[Dataset entries]
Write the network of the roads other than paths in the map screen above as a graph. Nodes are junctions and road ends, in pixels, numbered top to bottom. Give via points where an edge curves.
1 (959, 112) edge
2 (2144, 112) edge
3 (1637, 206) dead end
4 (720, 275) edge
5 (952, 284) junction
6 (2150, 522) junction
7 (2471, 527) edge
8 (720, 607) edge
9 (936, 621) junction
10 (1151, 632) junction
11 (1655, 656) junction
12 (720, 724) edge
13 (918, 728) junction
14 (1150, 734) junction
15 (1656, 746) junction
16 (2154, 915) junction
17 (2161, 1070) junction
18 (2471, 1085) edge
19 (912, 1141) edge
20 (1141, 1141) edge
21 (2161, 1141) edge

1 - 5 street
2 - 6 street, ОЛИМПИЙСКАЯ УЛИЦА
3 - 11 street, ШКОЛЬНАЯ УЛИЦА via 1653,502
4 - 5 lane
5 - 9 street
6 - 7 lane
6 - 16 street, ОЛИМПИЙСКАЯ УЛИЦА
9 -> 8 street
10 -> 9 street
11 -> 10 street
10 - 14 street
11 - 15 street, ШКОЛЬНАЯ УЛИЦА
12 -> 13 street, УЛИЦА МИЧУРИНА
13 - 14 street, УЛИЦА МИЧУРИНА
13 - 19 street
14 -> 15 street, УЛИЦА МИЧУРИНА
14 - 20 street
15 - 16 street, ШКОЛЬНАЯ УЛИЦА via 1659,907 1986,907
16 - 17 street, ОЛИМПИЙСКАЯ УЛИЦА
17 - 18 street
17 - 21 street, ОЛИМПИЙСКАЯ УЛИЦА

Directions for this task: Give every record again, exactly as it reads.

Response for this exercise:
Write the network of the roads other than paths in the map screen above as a graph. Nodes are junctions and road ends, in pixels, numbered top to bottom. Give via points where an edge curves.
1 (959, 112) edge
2 (2144, 112) edge
3 (1637, 206) dead end
4 (720, 275) edge
5 (952, 284) junction
6 (2150, 522) junction
7 (2471, 527) edge
8 (720, 607) edge
9 (936, 621) junction
10 (1151, 632) junction
11 (1655, 656) junction
12 (720, 724) edge
13 (918, 728) junction
14 (1150, 734) junction
15 (1656, 746) junction
16 (2154, 915) junction
17 (2161, 1070) junction
18 (2471, 1085) edge
19 (912, 1141) edge
20 (1141, 1141) edge
21 (2161, 1141) edge

1 - 5 street
2 - 6 street, ОЛИМПИЙСКАЯ УЛИЦА
3 - 11 street, ШКОЛЬНАЯ УЛИЦА via 1653,502
4 - 5 lane
5 - 9 street
6 - 7 lane
6 - 16 street, ОЛИМПИЙСКАЯ УЛИЦА
9 -> 8 street
10 -> 9 street
11 -> 10 street
10 - 14 street
11 - 15 street, ШКОЛЬНАЯ УЛИЦА
12 -> 13 street, УЛИЦА МИЧУРИНА
13 - 14 street, УЛИЦА МИЧУРИНА
13 - 19 street
14 -> 15 street, УЛИЦА МИЧУРИНА
14 - 20 street
15 - 16 street, ШКОЛЬНАЯ УЛИЦА via 1659,907 1986,907
16 - 17 street, ОЛИМПИЙСКАЯ УЛИЦА
17 - 18 street
17 - 21 street, ОЛИМПИЙСКАЯ УЛИЦА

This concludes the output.